SUMO-modified PCNA recruits Srs2 to prevent recombination during S phase

Abstract

Damaged DNA, if not repaired before replication, can lead to replication fork stalling and genomic instability^1,2,3; however, cells can switch to different damage bypass modes that permit replication across lesions.
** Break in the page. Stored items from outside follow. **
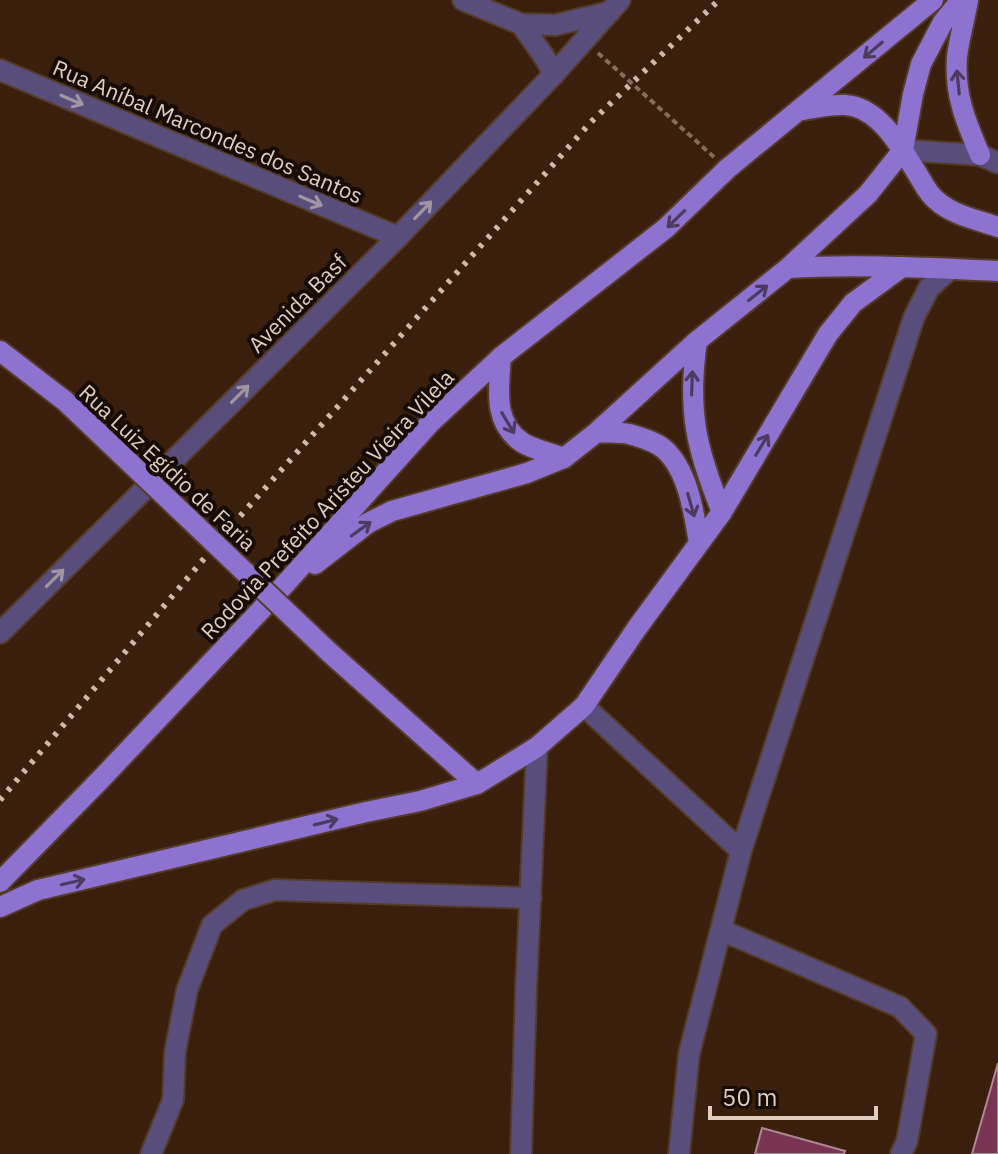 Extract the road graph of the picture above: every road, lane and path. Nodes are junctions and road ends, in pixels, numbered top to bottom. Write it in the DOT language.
graph roads {
  1 [pos="463,0"];
  2 [pos="933,0"];
  3 [pos="961,0"];
  4 [pos="968,0"];
  5 [pos="615,6"];
  6 [pos="521,24"];
  7 [pos="585,41"];
  8 [pos="0,70"];
  9 [pos="554,74"];
  10 [pos="800,110"];
  11 [pos="903,150"];
  12 [pos="989,159"];
  13 [pos="727,169"];
  14 [pos="998,227"];
  15 [pos="398,237"];
  16 [pos="902,267"];
  17 [pos="788,268"];
  18 [pos="950,269"];
  19 [pos="998,271"];
  20 [pos="697,341"];
  21 [pos="0,351"];
  22 [pos="501,357"];
  23 [pos="597,432"];
  24 [pos="564,458"];
  25 [pos="722,512"];
  26 [pos="699,543"];
  27 [pos="277,593"];
  28 [pos="0,633"];
  29 [pos="584,706"];
  30 [pos="537,747"];
  31 [pos="477,784"];
  32 [pos="741,851"];
  33 [pos="0,882"];
  34 [pos="531,898"];
  35 [pos="0,907"];
  36 [pos="721,930"];
  37 [pos="151,1154"];
  38 [pos="521,1154"];
  39 [pos="679,1154"];
  40 [pos="901,1154"];
  1 -- 6 [label="street"];
  2 -- 10 [label="main road, Rodovia Prefeito Aristeu Vieira Vilela, one-way"];
  3 -- 11 [label="main road"];
  12 -- 4 [label="main road, one-way"];
  5 -- 6 [label="street"];
  5 -- 7 [label="street, Avenida Basf"];
  6 -- 9 [label="street"];
  7 -- 9 [label="street, Avenida Basf"];
  7 -- 13 [label="path"];
  8 -- 15 [label="street, Rua Aníbal Marcondes dos Santos, one-way"];
  15 -- 9 [label="street, Avenida Basf, one-way"];
  10 -- 11 [label="main road"];
  10 -- 13 [label="main road, Rodovia Prefeito Aristeu Vieira Vilela"];
  11 -- 12 [label="street"];
  11 -- 14 [label="main road"];
  11 -- 17 [label="main road"];
  13 -- 22 [label="main road, Rodovia Prefeito Aristeu Vieira Vilela, one-way"];
  28 -- 15 [label="street, Avenida Basf, one-way"];
  16 -- 17 [label="main road"];
  16 -- 18 [label="main road"];
  25 -- 16 [label="main road, one-way"];
  20 -- 17 [label="main road, one-way"];
  18 -- 19 [label="main road"];
  18 -- 32 [label="street"];
  20 -- 23 [label="main road"];
  25 -- 20 [label="main road, one-way"];
  21 -- 31 [label="main road, Rua Luiz Egídio de Faria, bridge"];
  22 -- 24 [label="main road, one-way"];
  22 -- 27 [label="main road, Rodovia Prefeito Aristeu Vieira Vilela"];
  23 -- 24 [label="main road"];
  23 -- 26 [label="main road, one-way"];
  27 -- 24 [label="main road, one-way"];
  25 -- 26 [label="main road"];
  26 -- 29 [label="main road"];
  27 -- 33 [label="main road, Rodovia Prefeito Aristeu Vieira Vilela"];
  29 -- 30 [label="main road"];
  29 -- 32 [label="street"];
  30 -- 31 [label="main road"];
  30 -- 34 [label="street"];
  35 -- 31 [label="main road, one-way"];
  32 -- 36 [label="street"];
  34 -- 37 [label="street"];
  34 -- 38 [label="street"];
  36 -- 39 [label="street"];
  36 -- 40 [label="street"];
}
Two main bypasses are controlled by ubiquitin modification of proliferating cell nuclear antigen (PCNA), a homotrimeric DNA-encircling protein that functions as a polymerase processivity factor and regulator of replication-linked functions^4,5. Upon DNA damage, PCNA is modified at the conserved lysine residue 164 by either mono-ubiquitin or a lysine-63-linked multi-ubiquitin chain⁵, which induce error-prone or error-free replication bypasses of the lesions^5,6. In S phase, even in the absence of exogenous DNA damage, yeast PCNA can be alternatively modified by the small ubiquitin-related modifier protein SUMO⁵; however the consequences of this remain controversial^5,6,7. Here we show by genetic analysis that SUMO-modified PCNA functionally cooperates with Srs2, a helicase that blocks recombinational repair by disrupting Rad51 nucleoprotein filaments^8,9. Moreover, Srs2 displays a preference for interacting directly with the SUMO-modified form of PCNA, owing to a specific binding site in its carboxy-terminal tail. Our finding suggests a model in which SUMO-modified PCNA recruits Srs2 in S phase in order to prevent unwanted recombination events of replicating chromosomes.